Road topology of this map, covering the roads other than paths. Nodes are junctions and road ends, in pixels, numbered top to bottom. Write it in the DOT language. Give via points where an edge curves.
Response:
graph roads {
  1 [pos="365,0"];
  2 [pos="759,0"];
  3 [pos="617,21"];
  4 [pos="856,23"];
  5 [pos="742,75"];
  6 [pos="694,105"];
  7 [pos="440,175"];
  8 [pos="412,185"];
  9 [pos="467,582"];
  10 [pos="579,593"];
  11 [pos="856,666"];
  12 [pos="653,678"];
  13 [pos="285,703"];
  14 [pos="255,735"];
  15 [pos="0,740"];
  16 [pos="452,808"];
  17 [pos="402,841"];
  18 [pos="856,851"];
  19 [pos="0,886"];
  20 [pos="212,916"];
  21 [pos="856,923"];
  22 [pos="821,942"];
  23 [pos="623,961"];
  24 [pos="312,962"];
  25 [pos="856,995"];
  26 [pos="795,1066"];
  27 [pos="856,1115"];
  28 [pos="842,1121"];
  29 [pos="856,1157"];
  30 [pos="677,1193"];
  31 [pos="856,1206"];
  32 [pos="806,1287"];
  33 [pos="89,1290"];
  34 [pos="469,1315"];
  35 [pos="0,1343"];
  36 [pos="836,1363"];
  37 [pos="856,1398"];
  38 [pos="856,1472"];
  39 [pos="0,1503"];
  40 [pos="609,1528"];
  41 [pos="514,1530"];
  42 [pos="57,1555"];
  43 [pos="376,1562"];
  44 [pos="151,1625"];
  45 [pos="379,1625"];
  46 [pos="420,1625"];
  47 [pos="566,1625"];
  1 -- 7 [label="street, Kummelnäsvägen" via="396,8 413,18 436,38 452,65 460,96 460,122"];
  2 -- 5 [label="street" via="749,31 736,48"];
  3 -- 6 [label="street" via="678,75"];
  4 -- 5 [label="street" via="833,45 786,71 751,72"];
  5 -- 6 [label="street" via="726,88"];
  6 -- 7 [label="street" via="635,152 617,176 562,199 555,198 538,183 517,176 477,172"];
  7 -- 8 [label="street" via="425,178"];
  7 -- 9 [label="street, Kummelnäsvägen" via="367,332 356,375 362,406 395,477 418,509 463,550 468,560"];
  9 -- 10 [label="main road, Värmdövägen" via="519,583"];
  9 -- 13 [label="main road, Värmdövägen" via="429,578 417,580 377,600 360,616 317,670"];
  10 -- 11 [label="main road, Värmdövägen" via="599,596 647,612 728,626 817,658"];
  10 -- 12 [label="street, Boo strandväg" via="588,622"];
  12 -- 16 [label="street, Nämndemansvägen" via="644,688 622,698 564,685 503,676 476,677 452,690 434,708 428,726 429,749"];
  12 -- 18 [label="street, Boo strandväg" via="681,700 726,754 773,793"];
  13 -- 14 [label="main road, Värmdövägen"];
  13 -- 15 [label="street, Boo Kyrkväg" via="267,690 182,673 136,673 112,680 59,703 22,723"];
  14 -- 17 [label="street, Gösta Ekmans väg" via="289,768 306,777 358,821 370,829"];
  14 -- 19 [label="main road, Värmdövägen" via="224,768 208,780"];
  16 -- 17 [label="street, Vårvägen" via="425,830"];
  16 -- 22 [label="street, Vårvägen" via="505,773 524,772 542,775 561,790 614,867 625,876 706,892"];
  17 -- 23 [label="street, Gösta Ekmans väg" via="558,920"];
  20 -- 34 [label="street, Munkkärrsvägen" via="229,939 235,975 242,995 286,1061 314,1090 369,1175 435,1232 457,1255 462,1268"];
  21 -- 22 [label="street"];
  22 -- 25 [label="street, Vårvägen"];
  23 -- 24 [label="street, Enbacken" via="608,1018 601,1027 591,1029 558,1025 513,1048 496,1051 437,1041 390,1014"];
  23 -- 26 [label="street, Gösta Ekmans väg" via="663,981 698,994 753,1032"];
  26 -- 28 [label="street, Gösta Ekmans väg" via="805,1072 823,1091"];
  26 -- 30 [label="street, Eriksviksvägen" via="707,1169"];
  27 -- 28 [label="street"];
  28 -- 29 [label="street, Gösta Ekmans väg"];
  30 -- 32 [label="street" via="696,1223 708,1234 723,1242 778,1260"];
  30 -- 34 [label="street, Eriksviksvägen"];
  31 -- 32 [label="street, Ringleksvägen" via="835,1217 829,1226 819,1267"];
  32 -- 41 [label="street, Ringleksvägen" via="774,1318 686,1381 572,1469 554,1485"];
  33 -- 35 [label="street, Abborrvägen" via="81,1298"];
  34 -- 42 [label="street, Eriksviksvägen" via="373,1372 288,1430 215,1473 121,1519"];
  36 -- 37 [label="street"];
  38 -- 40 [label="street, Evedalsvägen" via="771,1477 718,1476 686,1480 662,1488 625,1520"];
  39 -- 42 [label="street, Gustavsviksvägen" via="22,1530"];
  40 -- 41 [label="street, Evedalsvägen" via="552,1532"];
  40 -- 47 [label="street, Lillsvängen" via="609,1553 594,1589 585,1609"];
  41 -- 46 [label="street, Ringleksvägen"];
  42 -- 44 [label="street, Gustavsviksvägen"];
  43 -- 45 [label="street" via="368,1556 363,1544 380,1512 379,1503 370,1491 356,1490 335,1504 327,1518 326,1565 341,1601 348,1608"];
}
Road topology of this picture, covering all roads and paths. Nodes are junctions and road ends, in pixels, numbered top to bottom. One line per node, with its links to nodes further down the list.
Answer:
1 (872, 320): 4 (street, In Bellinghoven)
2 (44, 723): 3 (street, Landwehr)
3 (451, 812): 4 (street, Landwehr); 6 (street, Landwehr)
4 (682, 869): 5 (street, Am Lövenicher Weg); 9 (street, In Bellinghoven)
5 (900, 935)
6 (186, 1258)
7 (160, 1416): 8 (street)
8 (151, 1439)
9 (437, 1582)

Problem to work on:
From the line that contains "Road topology of this picture, covering" through the last line of the listing, every line is to be restated word for word, both ends included.

Written response:
Road topology of this picture, covering all roads and paths. Nodes are junctions and road ends, in pixels, numbered top to bottom. One line per node, with its links to nodes further down the list.
Answer:
1 (872, 320): 4 (street, In Bellinghoven)
2 (44, 723): 3 (street, Landwehr)
3 (451, 812): 4 (street, Landwehr); 6 (street, Landwehr)
4 (682, 869): 5 (street, Am Lövenicher Weg); 9 (street, In Bellinghoven)
5 (900, 935)
6 (186, 1258)
7 (160, 1416): 8 (street)
8 (151, 1439)
9 (437, 1582)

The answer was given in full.